The economy of the United States, inflation, and the ramifications for Pakistan

 The high US inflation rate will undoubtedly have an influence on the world.



The US Consumer Price Index (CPI) inflation rate is at 9.1%. The predicted high rate of headline inflation is likely to persist for some time due mainly to supply interruptions brought on by oil and food price hikes as a result of the Ukraine war, even though core inflation, or inflation excluding the prices of oil and food, is lower at roughly 4%. Compared to the first quarter of 2021, when growth was 5.6%, the growth rate in 2022 was only 1.6%. The consensus among economists is that there will be a US economic recession and a global slowdown. In terms of growth, exports, employment, and the value of their currencies, these developments will have an impact on economies all around the world, but particularly on those in developing countries. Let's now examine the dollar-rupee parity.

 

The elevated US inflation rate will undoubtedly have an effect on other countries, especially less developed economies like Pakistan which are heavily dependent on the US economy for their exports and their currency. The US Federal Reserve raised interest rates to about 2% to curb inflation and calm the economy. Until inflation is reduced to at least 4%, this growth is likely to persist. Although the Fed intends to keep inflation at 2% in theory, in fact, 4% is the acceptable norm, as it was in the 1980s under President Reagan when it had reached levels of 11–12%.

 

The United States' rising interest rates increase the profitability of investments in treasury bills and bonds, which boosts the value of the dollar relative to other currencies. The US dollar has increased in value relative to the euro in recent months, rising from 0.98 to 1.20, an increase of around 12%. The Pakistani rupee's value has decreased since it is pegged to the US dollar, although other factors have contributed to this decline as well. The rupee has lost over 36% of its value against the dollar in recent months. Out of this, almost 12% of the rupee's decline can be attributed to the strengthening dollar.

 

The high current account deficit, primarily brought on by high food and oil prices, particularly as a result of supply disruptions, low exports, the depletion of our reserves as a result of a foreign exchange cash flow imbalance, the uncertainty surrounding the resumption of the IMF assistance package, and political unrest are some additional factors that have contributed to the rupee's decline. The strengthening of the dollar due to an increase in interest rates in the USA will still have an impact on the value of our currency, even if these other factors get better. Due to severe import restrictions and increased possibilities of an IMF package renewal by the end of August, the rupee has recently recovered to roughly Rs218 from as high as Rs239 to the dollar two weeks ago.

 

The high rate of domestic inflation, which is mostly the result of increased import costs, has also led to a decline in the rupee's dollar parity. Although the State Bank's raising of the interest rate may raise the profitability of government treasury bills and bonds, the economy's inherent unpredictability deters outside investment in bills, bonds, or equities.
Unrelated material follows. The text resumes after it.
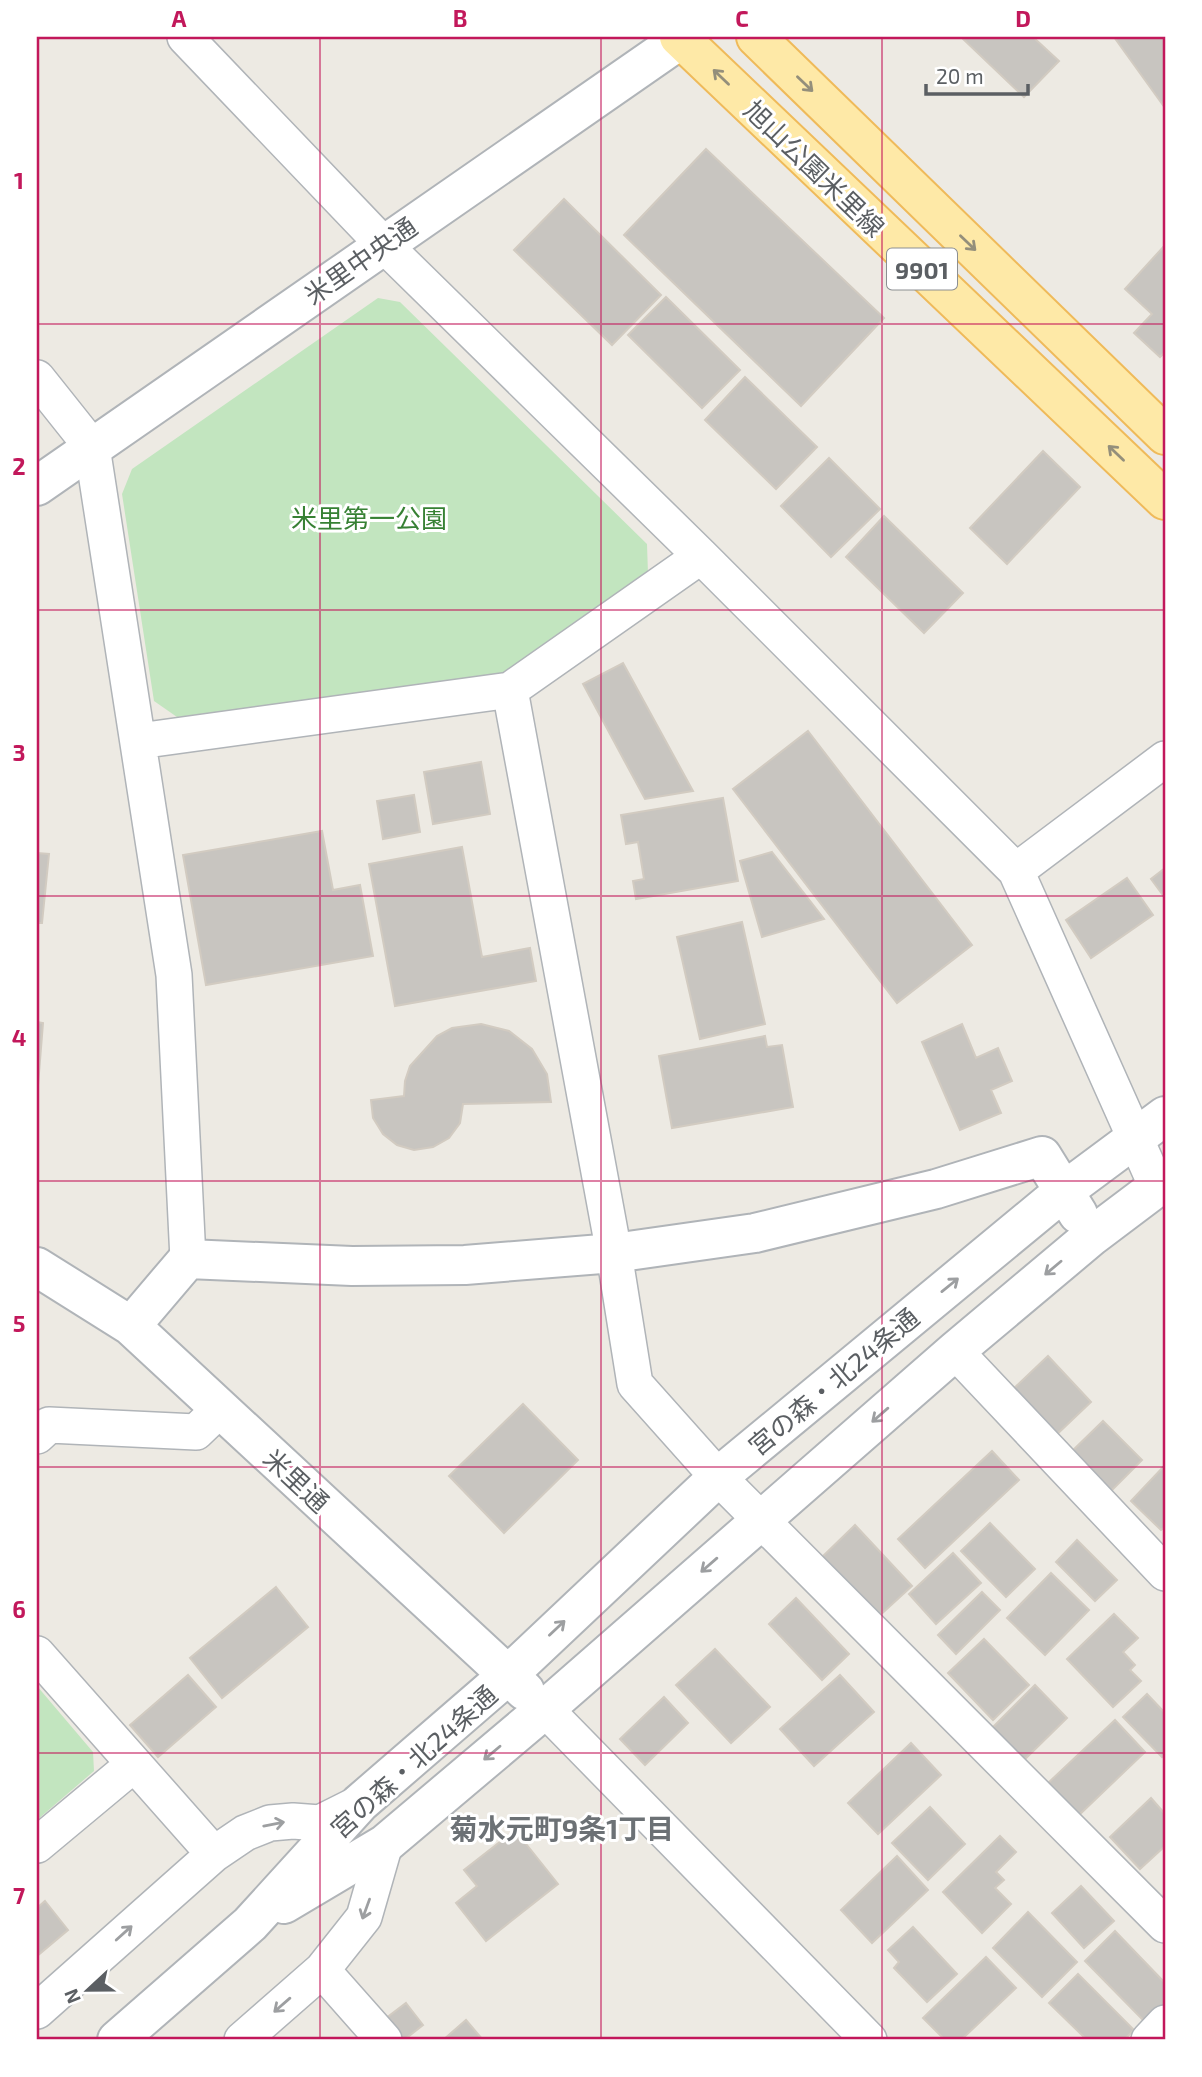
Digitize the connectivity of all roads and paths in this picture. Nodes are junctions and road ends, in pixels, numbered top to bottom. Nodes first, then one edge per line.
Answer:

Under normal circumstances, this could have lessened the rupee's negative pressures, but given the dreadful external situation, which is made worse by the large budget deficit, this redeeming component does not have the desired impact. We have, over the years, more or less, been pursuing a policy of a managed float, regulating the price of the US dollar to keep it in a certain bandwidth as opposed to the free float of the dollar price mandated under the ongoing IMF agreement, letting the price to be determined by the market forces of demand and supply. The main reasons for doing this were to prevent and safeguard the economy and consumers from high inflation rates and to encourage investment by maintaining a low-interest rate.

 

Such a financial policy is typically pursued by economies that are rising or that are relatively weaker. India has long followed this strategy, while China rigidly keeps the Yaun rate within a reasonable range about other currencies to maintain the competitiveness of its exports on the global market, maintain strong growth rates, and firmly control internal inflation. Mahathir Mohammad of Malaysia resisted pressure from the outside during the East Asian financial crisis of the 2000s to weaken the ringgit. Following such a program could cause foreign exchange reserves to be depleted; if imports vastly outpace exports, this could cause a current account crisis and reserve collapse. Developing nations struggle to strike a balance between the risk of a currency crisis and employment, low inflation, and economic progress. The recurring boom-bust cycle must therefore be ended on a sustained basis, which is frequently recommended by deep economic structural reforms.

 

In the end, a nation's currency value is determined by the health of its economy and the resilience of its democratic system. This includes the degree of productivity in the industrial, agricultural, and service sectors as well as their revenues, exports, employment rates, infrastructure, information technology, and the roles of women in society and the economy. Political parties, aggressive government, a strong and free press, and a mature legal system all play important roles in the political realm.

 

While these must continue to be the long-term goals of our economic development and human growth, the short-term effects of the fluctuating inflation and interest rates in the USA will still be felt domestically in this country. Only genuine economic independence and viability will be able to protect our currency from negative external pressure.